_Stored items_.
════
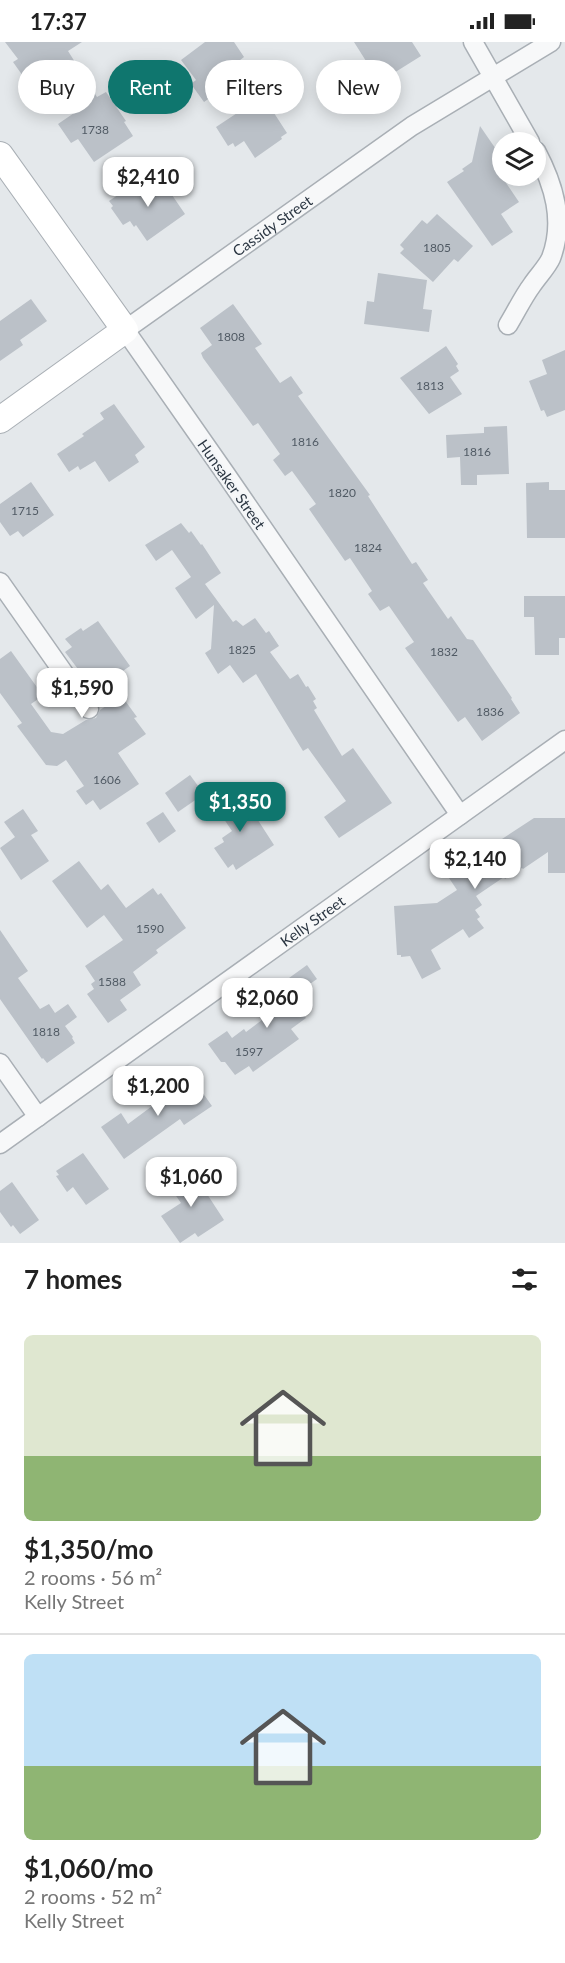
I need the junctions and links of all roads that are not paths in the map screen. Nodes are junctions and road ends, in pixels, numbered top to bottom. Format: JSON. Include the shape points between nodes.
{"nodes":[{"id":1,"x":473,"y":42,"type":"edge"},
{"id":2,"x":551,"y":42,"type":"edge"},
{"id":3,"x":493,"y":76,"type":"junction"},
{"id":4,"x":524,"y":132,"type":"edge"},
{"id":5,"x":0,"y":155,"type":"edge"},
{"id":6,"x":546,"y":169,"type":"edge"},
{"id":7,"x":508,"y":325,"type":"dead end"},
{"id":8,"x":125,"y":330,"type":"junction"},
{"id":9,"x":0,"y":420,"type":"edge"},
{"id":10,"x":0,"y":582,"type":"edge"},
{"id":11,"x":89,"y":709,"type":"dead end"},
{"id":12,"x":565,"y":740,"type":"edge"},
{"id":13,"x":460,"y":815,"type":"junction"},
{"id":14,"x":0,"y":1063,"type":"edge"},
{"id":15,"x":38,"y":1117,"type":"junction"},
{"id":16,"x":0,"y":1144,"type":"edge"}],
"edges":[{"from":1,"to":3,"type":"street"},
{"from":2,"to":3,"type":"street","name":"Cassidy Street"},
{"from":3,"to":4,"type":"street"},
{"from":3,"to":8,"type":"street","name":"Cassidy Street","via":[[412,126]]},
{"from":5,"to":8,"type":"main road","name":"Hunsaker Street"},
{"from":6,"to":7,"type":"street","via":[[557,199],[559,230],[551,259]]},
{"from":8,"to":9,"type":"main road","name":"Cassidy Street"},
{"from":8,"to":13,"type":"street","name":"Hunsaker Street"},
{"from":10,"to":11,"type":"street"},
{"from":12,"to":13,"type":"street","name":"Kelly Street"},
{"from":13,"to":15,"type":"street","name":"Kelly Street"},
{"from":14,"to":15,"type":"street"},
{"from":15,"to":16,"type":"street","name":"Kelly Street"}]}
════
_Work required_. Which lines of the data include the string "Cassidy"? Copy each of them.

_Answer box_.
{"from":2,"to":3,"type":"street","name":"Cassidy Street"},
{"from":3,"to":8,"type":"street","name":"Cassidy Street","via":[[412,126]]},
{"from":8,"to":9,"type":"main road","name":"Cassidy Street"},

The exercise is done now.